The greatest difference in the antibacterial activity of CH/CHX and CH groups has been reported in the study performed by Delgado, et al.[14] (2010). This might be due to longer dressing period, sample size, type and concentration of CHX compared with other studies.

In the present study, Cochran Q Test of Homogeneity showed that the 21 comparisons were heterogeneous. This might be due to differences in subjects (human or bovine dentin), method of medicament placement, dressing period, depth of sampling, and type and concentration of CHX.

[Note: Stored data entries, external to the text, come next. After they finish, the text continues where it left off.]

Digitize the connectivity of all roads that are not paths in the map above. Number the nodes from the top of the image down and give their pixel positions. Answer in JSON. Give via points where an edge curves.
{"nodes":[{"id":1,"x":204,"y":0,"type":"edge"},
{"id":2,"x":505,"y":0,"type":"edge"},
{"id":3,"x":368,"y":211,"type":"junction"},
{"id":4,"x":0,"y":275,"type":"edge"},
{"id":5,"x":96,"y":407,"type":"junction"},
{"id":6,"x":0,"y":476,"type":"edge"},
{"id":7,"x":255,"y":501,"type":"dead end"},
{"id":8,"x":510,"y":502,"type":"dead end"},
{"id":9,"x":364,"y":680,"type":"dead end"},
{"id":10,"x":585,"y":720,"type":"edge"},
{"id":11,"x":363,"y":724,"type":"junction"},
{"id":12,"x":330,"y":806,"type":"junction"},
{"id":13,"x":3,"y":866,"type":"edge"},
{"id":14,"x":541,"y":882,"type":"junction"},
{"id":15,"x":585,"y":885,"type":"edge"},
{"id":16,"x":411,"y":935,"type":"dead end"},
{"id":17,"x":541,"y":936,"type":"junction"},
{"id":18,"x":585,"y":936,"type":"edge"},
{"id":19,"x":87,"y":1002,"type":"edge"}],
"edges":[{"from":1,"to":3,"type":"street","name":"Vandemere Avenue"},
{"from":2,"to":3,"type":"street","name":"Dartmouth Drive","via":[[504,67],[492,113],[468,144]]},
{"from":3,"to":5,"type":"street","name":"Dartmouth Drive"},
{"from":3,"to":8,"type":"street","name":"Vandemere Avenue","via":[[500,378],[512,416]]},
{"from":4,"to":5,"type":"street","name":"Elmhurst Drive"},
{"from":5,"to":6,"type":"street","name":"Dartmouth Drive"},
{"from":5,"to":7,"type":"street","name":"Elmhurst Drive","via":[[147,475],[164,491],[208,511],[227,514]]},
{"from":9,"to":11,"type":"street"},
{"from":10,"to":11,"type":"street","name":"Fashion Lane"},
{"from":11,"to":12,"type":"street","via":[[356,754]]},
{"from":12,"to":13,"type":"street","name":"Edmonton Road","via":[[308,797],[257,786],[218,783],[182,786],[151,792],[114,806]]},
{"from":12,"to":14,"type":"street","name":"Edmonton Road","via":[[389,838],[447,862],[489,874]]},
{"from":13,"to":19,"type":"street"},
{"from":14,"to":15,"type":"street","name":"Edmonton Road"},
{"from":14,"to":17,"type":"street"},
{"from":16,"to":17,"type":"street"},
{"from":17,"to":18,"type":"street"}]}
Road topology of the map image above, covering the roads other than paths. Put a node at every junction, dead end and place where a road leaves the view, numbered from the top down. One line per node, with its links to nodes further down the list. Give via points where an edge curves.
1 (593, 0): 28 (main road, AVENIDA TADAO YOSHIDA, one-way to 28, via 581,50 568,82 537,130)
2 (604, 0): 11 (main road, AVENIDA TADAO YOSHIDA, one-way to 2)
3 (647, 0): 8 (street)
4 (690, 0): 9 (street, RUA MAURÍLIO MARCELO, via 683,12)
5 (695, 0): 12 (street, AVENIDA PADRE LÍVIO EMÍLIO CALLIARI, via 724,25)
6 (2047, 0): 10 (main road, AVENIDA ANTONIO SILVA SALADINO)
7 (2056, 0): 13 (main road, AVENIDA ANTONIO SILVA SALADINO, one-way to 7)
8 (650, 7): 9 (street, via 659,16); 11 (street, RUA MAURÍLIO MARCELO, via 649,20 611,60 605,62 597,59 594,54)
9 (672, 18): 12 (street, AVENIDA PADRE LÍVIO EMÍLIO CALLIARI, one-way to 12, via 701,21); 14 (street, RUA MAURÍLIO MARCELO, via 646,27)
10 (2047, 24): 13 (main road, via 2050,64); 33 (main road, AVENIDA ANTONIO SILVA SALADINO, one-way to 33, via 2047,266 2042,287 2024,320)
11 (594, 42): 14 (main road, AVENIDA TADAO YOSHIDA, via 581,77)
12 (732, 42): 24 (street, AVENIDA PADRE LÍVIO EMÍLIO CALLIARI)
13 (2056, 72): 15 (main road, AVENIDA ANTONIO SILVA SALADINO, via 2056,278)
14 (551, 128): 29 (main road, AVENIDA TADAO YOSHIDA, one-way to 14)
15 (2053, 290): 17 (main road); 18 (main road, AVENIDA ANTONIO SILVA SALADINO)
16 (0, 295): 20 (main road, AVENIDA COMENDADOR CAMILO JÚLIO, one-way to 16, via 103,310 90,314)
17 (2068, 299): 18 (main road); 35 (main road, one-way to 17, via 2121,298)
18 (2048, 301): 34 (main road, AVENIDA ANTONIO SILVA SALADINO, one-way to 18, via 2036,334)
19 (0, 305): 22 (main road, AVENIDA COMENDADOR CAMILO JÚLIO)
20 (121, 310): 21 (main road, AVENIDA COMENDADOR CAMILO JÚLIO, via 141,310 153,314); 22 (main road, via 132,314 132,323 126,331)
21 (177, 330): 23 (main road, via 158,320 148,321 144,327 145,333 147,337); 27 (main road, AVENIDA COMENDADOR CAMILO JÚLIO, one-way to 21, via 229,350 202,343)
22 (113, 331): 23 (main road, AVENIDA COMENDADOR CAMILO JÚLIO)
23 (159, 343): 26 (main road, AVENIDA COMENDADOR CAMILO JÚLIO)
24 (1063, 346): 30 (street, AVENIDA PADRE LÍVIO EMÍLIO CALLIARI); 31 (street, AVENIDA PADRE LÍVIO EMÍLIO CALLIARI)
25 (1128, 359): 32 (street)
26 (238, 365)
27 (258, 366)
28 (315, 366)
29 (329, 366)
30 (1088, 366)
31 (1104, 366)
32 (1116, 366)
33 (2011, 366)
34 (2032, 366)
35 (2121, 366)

Meta-analysis is a research tool designed to analyze and combine the inconsistent results of controversial subjects, particularly with those of randomized clinical trials. However, this method has been applied to in vitro studies[23,73,87,107]. Since there were no clinical trials on the subject of this systematic review, in vitro studies had to be selected. Therefore, only ex vivo dentin block model studies were selected, which have the greatest similarity to clinical conditions. This model, in comparison to other microbiological assessment models, is of high methodological quality and can simulate the clinical situation in the best way possible. On the other hand, the effectiveness of the medicament in vivo can be reduced by a variety of factors. These include problems in delivery, low overall volume, poor/incomplete penetration in the main root canal system, poor penetration into dentin, short contact time, or inactivation of the activity of the antibacterial agent by one or more of the chemical compounds present in the necrotic root canal.

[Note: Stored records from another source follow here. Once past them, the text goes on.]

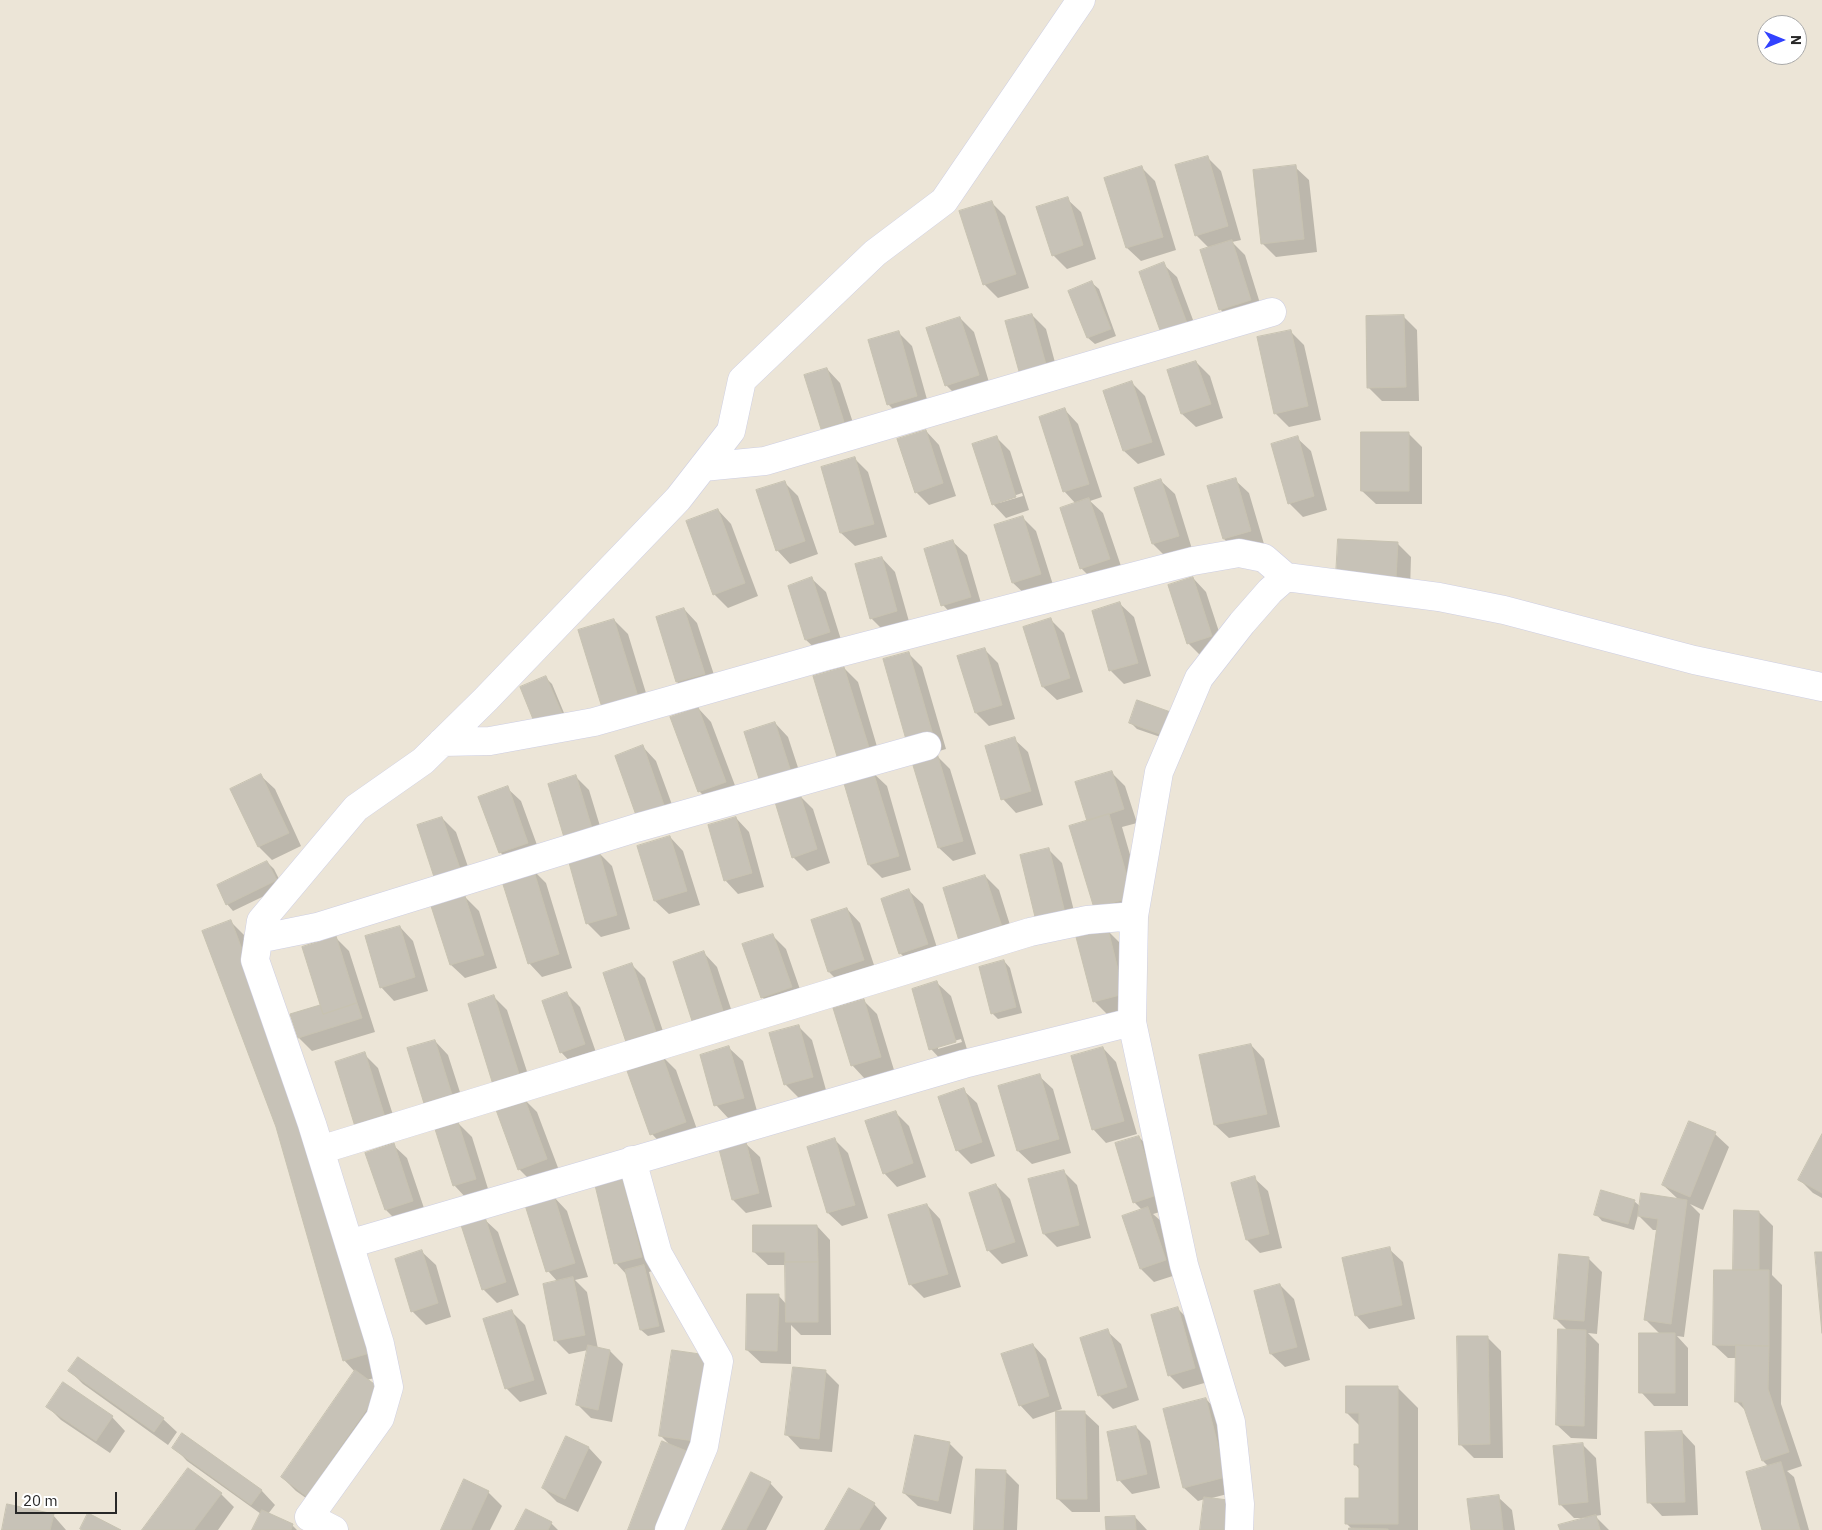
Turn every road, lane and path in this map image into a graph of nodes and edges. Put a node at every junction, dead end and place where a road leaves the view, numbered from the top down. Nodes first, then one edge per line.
1 (1082, 0) edge
2 (1272, 312) dead end
3 (703, 468) junction
4 (1286, 576) junction
5 (1822, 687) edge
6 (442, 742) junction
7 (926, 746) dead end
8 (1134, 916) junction
9 (258, 939) junction
10 (1132, 1022) junction
11 (320, 1150) junction
12 (632, 1160) junction
13 (349, 1244) junction
14 (334, 1530) edge
15 (669, 1530) edge
16 (1239, 1530) edge

1 - 3 street
2 - 3 street
3 - 6 street
4 - 5 street
4 - 6 street
4 - 8 street
6 - 9 street
7 - 9 street
8 - 10 street
8 - 11 street
9 - 11 street
10 - 12 street
10 - 16 street
11 - 13 street
12 - 13 street
12 - 15 street
13 - 14 street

The results of the present meta-analysis showed that CHX does not increase the antibacterial effect of CH. This may be due to deprotonation of CHX at high pH, which reduces its solubility and alters its interaction with bacterial surfaces as a result of the altered charge of the molecule[64].

In conclusion it appears that mixing CH with CHX does not improve its ex vivo antibacterial property as an intracanal medicament against E. faecalis. Further in vivo studies are necessary to confirm and correlate the findings of this study with the clinical outcomes.